#### Information provided

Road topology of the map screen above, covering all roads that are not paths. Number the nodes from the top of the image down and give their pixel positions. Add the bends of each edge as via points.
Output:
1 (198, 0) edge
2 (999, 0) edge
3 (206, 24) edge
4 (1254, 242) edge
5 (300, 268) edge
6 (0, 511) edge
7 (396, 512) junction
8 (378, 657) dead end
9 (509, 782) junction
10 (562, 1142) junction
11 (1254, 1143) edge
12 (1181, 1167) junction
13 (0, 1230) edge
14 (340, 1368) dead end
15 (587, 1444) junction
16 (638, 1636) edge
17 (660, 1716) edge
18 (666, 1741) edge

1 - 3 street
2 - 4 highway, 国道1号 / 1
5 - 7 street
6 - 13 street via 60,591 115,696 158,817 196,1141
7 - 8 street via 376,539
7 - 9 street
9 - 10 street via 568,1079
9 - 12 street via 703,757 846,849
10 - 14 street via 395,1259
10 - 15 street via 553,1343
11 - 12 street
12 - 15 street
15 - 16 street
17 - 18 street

########

-- What you will do --
Take the entries above and copy them out exactly.

-- Answer for the task --
Road topology of the map screen above, covering all roads that are not paths. Number the nodes from the top of the image down and give their pixel positions. Add the bends of each edge as via points.
Output:
1 (198, 0) edge
2 (999, 0) edge
3 (206, 24) edge
4 (1254, 242) edge
5 (300, 268) edge
6 (0, 511) edge
7 (396, 512) junction
8 (378, 657) dead end
9 (509, 782) junction
10 (562, 1142) junction
11 (1254, 1143) edge
12 (1181, 1167) junction
13 (0, 1230) edge
14 (340, 1368) dead end
15 (587, 1444) junction
16 (638, 1636) edge
17 (660, 1716) edge
18 (666, 1741) edge

1 - 3 street
2 - 4 highway, 国道1号 / 1
5 - 7 street
6 - 13 street via 60,591 115,696 158,817 196,1141
7 - 8 street via 376,539
7 - 9 street
9 - 10 street via 568,1079
9 - 12 street via 703,757 846,849
10 - 14 street via 395,1259
10 - 15 street via 553,1343
11 - 12 street
12 - 15 street
15 - 16 street
17 - 18 street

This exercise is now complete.